Information supplied:

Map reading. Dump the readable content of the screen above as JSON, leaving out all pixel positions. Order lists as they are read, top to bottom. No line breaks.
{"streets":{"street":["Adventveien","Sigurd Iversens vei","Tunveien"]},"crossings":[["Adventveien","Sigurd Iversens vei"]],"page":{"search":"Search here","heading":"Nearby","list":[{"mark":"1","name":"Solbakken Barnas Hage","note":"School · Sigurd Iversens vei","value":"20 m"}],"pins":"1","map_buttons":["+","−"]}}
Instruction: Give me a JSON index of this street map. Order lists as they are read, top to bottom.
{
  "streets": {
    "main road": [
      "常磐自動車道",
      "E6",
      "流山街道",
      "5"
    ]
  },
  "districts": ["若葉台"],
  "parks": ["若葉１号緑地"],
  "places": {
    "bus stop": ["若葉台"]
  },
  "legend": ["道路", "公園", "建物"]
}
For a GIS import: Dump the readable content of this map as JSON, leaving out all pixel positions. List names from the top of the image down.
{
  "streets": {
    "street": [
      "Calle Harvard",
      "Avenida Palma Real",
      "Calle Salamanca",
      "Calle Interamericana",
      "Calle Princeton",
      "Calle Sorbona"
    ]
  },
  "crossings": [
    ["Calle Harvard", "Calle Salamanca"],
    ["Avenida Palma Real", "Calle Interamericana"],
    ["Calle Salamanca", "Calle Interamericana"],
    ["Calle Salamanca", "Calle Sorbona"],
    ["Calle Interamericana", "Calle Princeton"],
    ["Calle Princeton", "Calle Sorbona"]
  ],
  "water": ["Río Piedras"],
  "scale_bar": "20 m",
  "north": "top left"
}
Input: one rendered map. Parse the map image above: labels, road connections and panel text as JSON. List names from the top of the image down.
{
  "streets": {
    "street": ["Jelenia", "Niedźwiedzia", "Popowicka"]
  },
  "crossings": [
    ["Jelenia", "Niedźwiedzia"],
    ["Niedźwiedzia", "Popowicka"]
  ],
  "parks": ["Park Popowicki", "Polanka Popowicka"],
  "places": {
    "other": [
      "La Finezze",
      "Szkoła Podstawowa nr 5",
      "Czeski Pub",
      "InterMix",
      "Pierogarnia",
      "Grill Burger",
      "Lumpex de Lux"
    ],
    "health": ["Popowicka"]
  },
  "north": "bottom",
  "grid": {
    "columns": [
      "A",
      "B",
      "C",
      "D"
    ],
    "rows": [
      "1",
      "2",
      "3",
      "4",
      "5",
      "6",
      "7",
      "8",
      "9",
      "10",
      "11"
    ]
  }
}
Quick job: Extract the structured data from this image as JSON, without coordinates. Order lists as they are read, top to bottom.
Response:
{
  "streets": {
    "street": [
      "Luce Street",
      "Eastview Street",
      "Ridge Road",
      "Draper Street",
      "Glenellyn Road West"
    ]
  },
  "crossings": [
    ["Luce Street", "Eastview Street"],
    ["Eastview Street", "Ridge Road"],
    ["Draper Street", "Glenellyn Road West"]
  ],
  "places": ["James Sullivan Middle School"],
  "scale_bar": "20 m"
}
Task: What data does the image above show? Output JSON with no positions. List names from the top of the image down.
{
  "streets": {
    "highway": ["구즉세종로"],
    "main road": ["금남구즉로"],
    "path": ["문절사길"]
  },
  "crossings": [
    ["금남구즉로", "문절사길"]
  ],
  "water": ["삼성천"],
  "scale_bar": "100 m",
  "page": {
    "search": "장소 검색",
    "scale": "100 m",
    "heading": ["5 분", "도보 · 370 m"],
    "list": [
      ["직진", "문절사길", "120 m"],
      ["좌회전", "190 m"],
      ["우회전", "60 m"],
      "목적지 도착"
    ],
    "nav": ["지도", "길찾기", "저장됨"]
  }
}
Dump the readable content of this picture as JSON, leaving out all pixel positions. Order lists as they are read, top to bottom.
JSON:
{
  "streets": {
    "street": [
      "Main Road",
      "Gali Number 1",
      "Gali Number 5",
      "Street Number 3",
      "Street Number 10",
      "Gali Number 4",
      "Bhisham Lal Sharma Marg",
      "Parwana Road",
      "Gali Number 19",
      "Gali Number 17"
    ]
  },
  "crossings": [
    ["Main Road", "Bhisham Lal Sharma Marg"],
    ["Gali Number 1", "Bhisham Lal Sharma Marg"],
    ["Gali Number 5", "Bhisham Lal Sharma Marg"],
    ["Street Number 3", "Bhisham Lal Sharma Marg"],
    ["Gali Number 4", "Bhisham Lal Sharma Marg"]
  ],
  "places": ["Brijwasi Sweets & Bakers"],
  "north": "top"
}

Problem details: When you retype the entries above, keep every line identical to the source.

Task answer:
Map reading. Dump the readable content of the screen above as JSON, leaving out all pixel positions. Order lists as they are read, top to bottom. No line breaks.
{"streets":{"street":["Adventveien","Sigurd Iversens vei","Tunveien"]},"crossings":[["Adventveien","Sigurd Iversens vei"]],"page":{"search":"Search here","heading":"Nearby","list":[{"mark":"1","name":"Solbakken Barnas Hage","note":"School · Sigurd Iversens vei","value":"20 m"}],"pins":"1","map_buttons":["+","−"]}}
Instruction: Give me a JSON index of this street map. Order lists as they are read, top to bottom.
{
  "streets": {
    "main road": [
      "常磐自動車道",
      "E6",
      "流山街道",
      "5"
    ]
  },
  "districts": ["若葉台"],
  "parks": ["若葉１号緑地"],
  "places": {
    "bus stop": ["若葉台"]
  },
  "legend": ["道路", "公園", "建物"]
}
For a GIS import: Dump the readable content of this map as JSON, leaving out all pixel positions. List names from the top of the image down.
{
  "streets": {
    "street": [
      "Calle Harvard",
      "Avenida Palma Real",
      "Calle Salamanca",
      "Calle Interamericana",
      "Calle Princeton",
      "Calle Sorbona"
    ]
  },
  "crossings": [
    ["Calle Harvard", "Calle Salamanca"],
    ["Avenida Palma Real", "Calle Interamericana"],
    ["Calle Salamanca", "Calle Interamericana"],
    ["Calle Salamanca", "Calle Sorbona"],
    ["Calle Interamericana", "Calle Princeton"],
    ["Calle Princeton", "Calle Sorbona"]
  ],
  "water": ["Río Piedras"],
  "scale_bar": "20 m",
  "north": "top left"
}
Input: one rendered map. Parse the map image above: labels, road connections and panel text as JSON. List names from the top of the image down.
{
  "streets": {
    "street": ["Jelenia", "Niedźwiedzia", "Popowicka"]
  },
  "crossings": [
    ["Jelenia", "Niedźwiedzia"],
    ["Niedźwiedzia", "Popowicka"]
  ],
  "parks": ["Park Popowicki", "Polanka Popowicka"],
  "places": {
    "other": [
      "La Finezze",
      "Szkoła Podstawowa nr 5",
      "Czeski Pub",
      "InterMix",
      "Pierogarnia",
      "Grill Burger",
      "Lumpex de Lux"
    ],
    "health": ["Popowicka"]
  },
  "north": "bottom",
  "grid": {
    "columns": [
      "A",
      "B",
      "C",
      "D"
    ],
    "rows": [
      "1",
      "2",
      "3",
      "4",
      "5",
      "6",
      "7",
      "8",
      "9",
      "10",
      "11"
    ]
  }
}
Quick job: Extract the structured data from this image as JSON, without coordinates. Order lists as they are read, top to bottom.
Response:
{
  "streets": {
    "street": [
      "Luce Street",
      "Eastview Street",
      "Ridge Road",
      "Draper Street",
      "Glenellyn Road West"
    ]
  },
  "crossings": [
    ["Luce Street", "Eastview Street"],
    ["Eastview Street", "Ridge Road"],
    ["Draper Street", "Glenellyn Road West"]
  ],
  "places": ["James Sullivan Middle School"],
  "scale_bar": "20 m"
}
Task: What data does the image above show? Output JSON with no positions. List names from the top of the image down.
{
  "streets": {
    "highway": ["구즉세종로"],
    "main road": ["금남구즉로"],
    "path": ["문절사길"]
  },
  "crossings": [
    ["금남구즉로", "문절사길"]
  ],
  "water": ["삼성천"],
  "scale_bar": "100 m",
  "page": {
    "search": "장소 검색",
    "scale": "100 m",
    "heading": ["5 분", "도보 · 370 m"],
    "list": [
      ["직진", "문절사길", "120 m"],
      ["좌회전", "190 m"],
      ["우회전", "60 m"],
      "목적지 도착"
    ],
    "nav": ["지도", "길찾기", "저장됨"]
  }
}
Dump the readable content of this picture as JSON, leaving out all pixel positions. Order lists as they are read, top to bottom.
JSON:
{
  "streets": {
    "street": [
      "Main Road",
      "Gali Number 1",
      "Gali Number 5",
      "Street Number 3",
      "Street Number 10",
      "Gali Number 4",
      "Bhisham Lal Sharma Marg",
      "Parwana Road",
      "Gali Number 19",
      "Gali Number 17"
    ]
  },
  "crossings": [
    ["Main Road", "Bhisham Lal Sharma Marg"],
    ["Gali Number 1", "Bhisham Lal Sharma Marg"],
    ["Gali Number 5", "Bhisham Lal Sharma Marg"],
    ["Street Number 3", "Bhisham Lal Sharma Marg"],
    ["Gali Number 4", "Bhisham Lal Sharma Marg"]
  ],
  "places": ["Brijwasi Sweets & Bakers"],
  "north": "top"
}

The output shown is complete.